First of all, what is dental hygiene? Dental hygiene is a set of practices that allow us to eliminate the plaque that forms naturally and permanently on the surface of the teeth. Dental health is an important part of human health, so why should it be any different for our cats and dogs? There are many similarities between animal and human dental health.
Why is this so important?
Just as in humans, animals will also have an accumulation of dental plaque on their teeth. This plaque is the result of the superposition of many bacteria that attach themselves to the teeth, but also to each other. There are approximately 100 000 000 000 bacteria per gram of dental plaque!
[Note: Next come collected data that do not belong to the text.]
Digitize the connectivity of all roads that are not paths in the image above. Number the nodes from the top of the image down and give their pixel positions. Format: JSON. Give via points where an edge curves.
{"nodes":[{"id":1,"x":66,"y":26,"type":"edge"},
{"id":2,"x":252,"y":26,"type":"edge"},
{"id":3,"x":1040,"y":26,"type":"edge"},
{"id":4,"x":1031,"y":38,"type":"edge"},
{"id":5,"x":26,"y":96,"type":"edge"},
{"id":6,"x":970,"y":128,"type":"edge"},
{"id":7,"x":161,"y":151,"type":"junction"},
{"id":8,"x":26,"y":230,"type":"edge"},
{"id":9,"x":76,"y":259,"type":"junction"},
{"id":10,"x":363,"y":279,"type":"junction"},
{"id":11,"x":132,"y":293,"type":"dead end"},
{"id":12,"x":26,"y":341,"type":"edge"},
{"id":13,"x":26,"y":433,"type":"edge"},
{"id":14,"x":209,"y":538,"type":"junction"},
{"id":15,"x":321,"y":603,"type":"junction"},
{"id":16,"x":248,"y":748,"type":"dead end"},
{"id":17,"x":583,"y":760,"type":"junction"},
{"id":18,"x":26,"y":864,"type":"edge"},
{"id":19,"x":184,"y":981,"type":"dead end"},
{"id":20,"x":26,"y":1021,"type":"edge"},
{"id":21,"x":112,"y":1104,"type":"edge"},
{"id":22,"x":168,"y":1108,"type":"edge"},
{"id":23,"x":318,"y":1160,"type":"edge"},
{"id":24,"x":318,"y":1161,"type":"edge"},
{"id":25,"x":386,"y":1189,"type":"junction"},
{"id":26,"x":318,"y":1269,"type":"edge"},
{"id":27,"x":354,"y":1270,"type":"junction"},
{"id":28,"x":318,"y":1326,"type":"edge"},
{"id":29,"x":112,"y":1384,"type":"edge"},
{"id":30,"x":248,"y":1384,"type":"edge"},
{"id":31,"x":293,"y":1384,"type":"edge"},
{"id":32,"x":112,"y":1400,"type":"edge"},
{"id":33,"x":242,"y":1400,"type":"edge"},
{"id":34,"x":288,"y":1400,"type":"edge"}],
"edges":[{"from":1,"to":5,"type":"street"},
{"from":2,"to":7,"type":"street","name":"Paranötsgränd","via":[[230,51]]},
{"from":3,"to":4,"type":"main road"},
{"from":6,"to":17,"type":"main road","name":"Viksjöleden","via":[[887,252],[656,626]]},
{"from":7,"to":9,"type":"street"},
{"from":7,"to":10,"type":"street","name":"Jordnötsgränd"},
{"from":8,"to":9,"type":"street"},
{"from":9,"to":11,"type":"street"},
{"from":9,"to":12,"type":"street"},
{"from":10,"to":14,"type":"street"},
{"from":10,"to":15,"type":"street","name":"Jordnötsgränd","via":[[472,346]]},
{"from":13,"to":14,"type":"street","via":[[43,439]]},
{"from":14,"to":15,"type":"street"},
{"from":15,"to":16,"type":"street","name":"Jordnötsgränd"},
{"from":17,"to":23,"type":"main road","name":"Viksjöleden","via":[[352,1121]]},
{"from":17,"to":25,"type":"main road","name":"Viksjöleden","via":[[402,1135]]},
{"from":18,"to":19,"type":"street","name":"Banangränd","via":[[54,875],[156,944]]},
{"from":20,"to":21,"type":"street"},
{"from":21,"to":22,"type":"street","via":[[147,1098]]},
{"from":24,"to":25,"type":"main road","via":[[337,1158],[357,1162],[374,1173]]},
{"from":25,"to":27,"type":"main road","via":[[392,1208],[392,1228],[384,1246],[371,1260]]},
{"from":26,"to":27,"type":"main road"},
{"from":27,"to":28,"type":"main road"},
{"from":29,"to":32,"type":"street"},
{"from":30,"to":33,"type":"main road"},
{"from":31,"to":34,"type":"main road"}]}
After 24 to 48 hours, the plaque mineralizes and forms what is called tartar. Once tartar has hardened, even brushing your animal’s teeth can’t remove it – you’ll have to go under the vet’s curette and ultrasonic scaler! But why do we need to prevent this build-up? Plaque and tartar build-up irritate the gums and cause inflammation. In other words, gingivitis will occur. Gingivitis is often the first stage of periodontal disease.
This disease is actually an imbalance between the bacterial flora and the immune system. It is an attack on the periodontium, which includes all the tissues that support the tooth from the gum to the alveolar bone. The bad bacteria will destroy the tissue by penetrating between the tooth and the gum until they reach the root of the tooth. At this point, the damage is irreversible and often the tooth will have to be pulled to stop causing pain to the animal. The bad bacteria can also enter the bloodstream and cause problems in other organs such as the heart, lungs and reproductive organs.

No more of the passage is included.